Kakak semata wayang ini selalu memastikan kalau saya baik-baik saja, selalu mendahulukan kepentingan saya, dan kami sejak lahir tidak pernah berselisih atau bertengkar sekalipun. Bagaimana bisa saya tega melihat kondisinya. Untuk pengobatan uda, di RSUD ini tidak ada bag.orthopedi sehingga yang bisa dilakukan hanya membersihkan luka, membungkus kaki uda sampai mirip robot, dan sejumlah obat-obatan. Da Yose perlu dirujuk untuk melanjutkan pengobatannya.

Kemudian sore hari pun tiba dan Da Fadli mengabarkan sudah menyelesaikan urusan mobil dan kini sudah di depan RS. Begitu melihat suami berdiri beberapa puluh meter di depan sana...
Saya merasa sudah lamaaaa sekali tidak bertemu. Rasanya sudah lama waktu berlalu dan banyak hal terjadi sudah.

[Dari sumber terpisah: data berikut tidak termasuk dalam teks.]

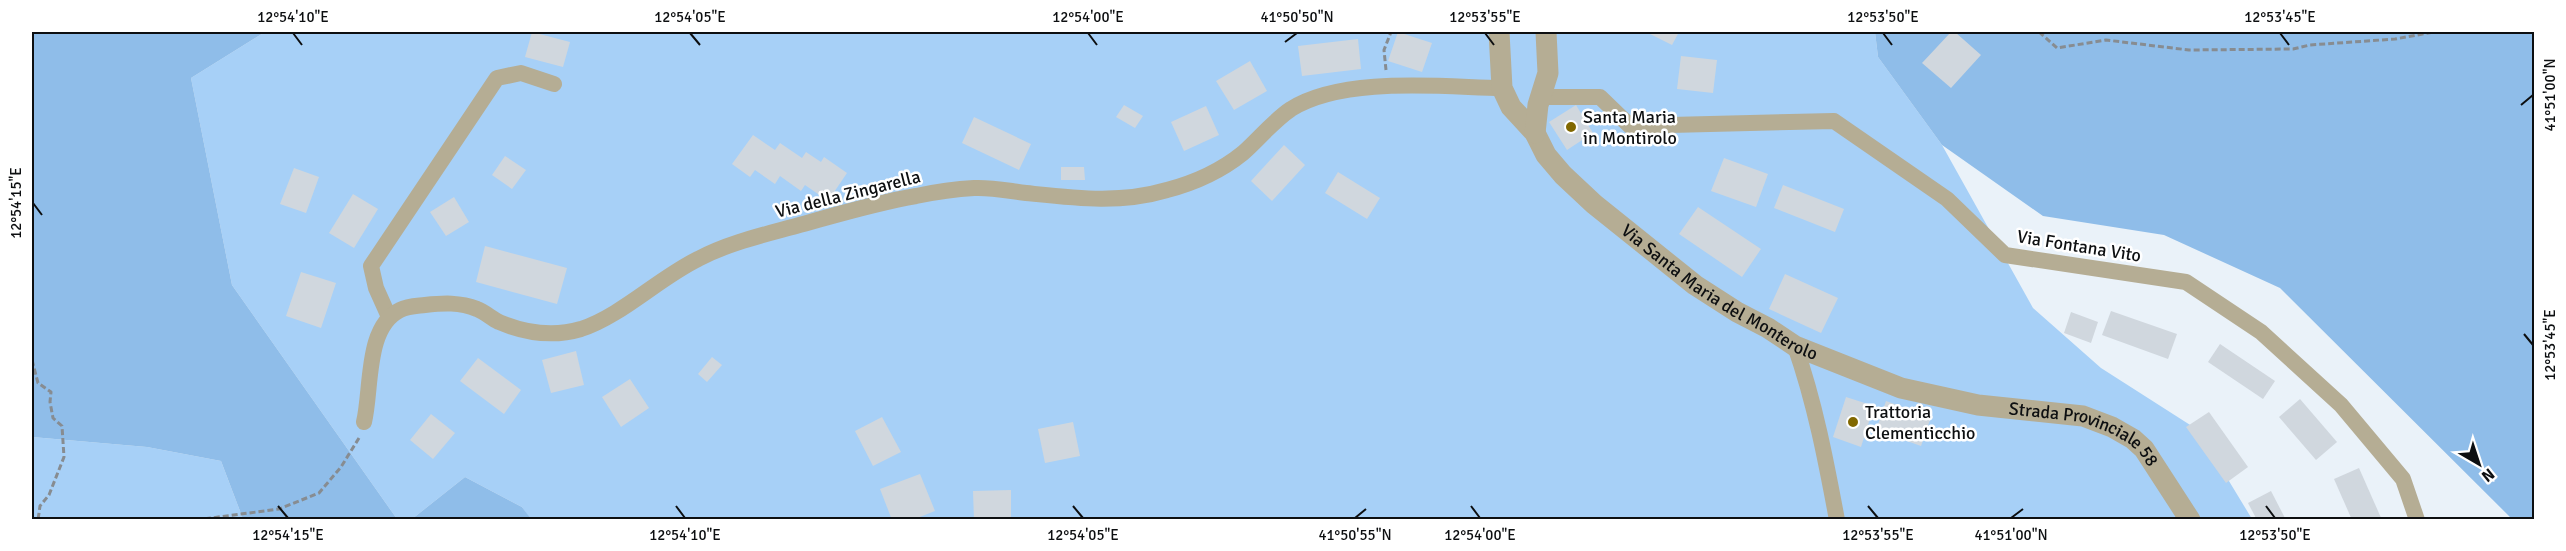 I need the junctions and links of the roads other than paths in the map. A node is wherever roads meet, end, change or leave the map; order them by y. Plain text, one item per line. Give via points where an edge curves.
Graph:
1 (1499, 32) edge
2 (1546, 32) edge
3 (554, 84) dead end
4 (1502, 88) junction
5 (1542, 97) junction
6 (1535, 133) junction
7 (389, 316) junction
8 (1795, 346) junction
9 (1942, 399) joint
10 (364, 422) road end
11 (1837, 519) edge
12 (2190, 519) edge
13 (2416, 519) edge

1 - 4 street
2 - 5 street via 1548,63
3 - 7 street via 521,73 497,78 371,266
4 - 6 street via 1511,107
4 - 7 street, Via della Zingarella via 1387,86 1352,89 1310,101 1290,109 1242,153 1214,172 1169,190 1123,200 1083,200 976,188 871,205 734,244 702,257 613,313 574,331 521,331 478,309 447,302 404,308
5 - 6 street
5 - 13 street, Via Fontana Vito via 1600,98 1630,126 1834,121 1947,199 2004,255 2186,282 2261,332 2341,405 2403,479
6 - 8 street, Via Santa Maria del Monterolo via 1546,155 1563,175 1655,254 1695,285
7 - 10 street via 373,346
8 - 9 street, Via Santa Maria del Monterolo via 1901,388
8 - 11 street via 1822,437
9 - 12 street, Strada Provinciale 58 via 2083,416 2112,427 2144,449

Saya terakhir ingat melihat suami tidak terluka fisiknya dan bilang ke suami kalau saya akan bertanggung jawab untuk semua urusan di RS. Tapi itu serasa sudah berabad-abad  kejadiannya. Suami pastilah lelah dan shocked dengan kejadian ini.

Well bagaimanapun saat ini urusan perasaan adalah nomor sekian, suami mendapatkan laporan kondisi ketiga pasien singkat dari saya dan memilih ke kamar Ari dan Da Yose terlebih dulu. Pas ternyata Ari perlu ke toilet. Uda Fadli berlinang air mata saat membantu Ari duduk. Saya paham uda pastilah merasa sebagai penanggungjawab untuk mudik ini, paling bersalah untuk kejadian ini.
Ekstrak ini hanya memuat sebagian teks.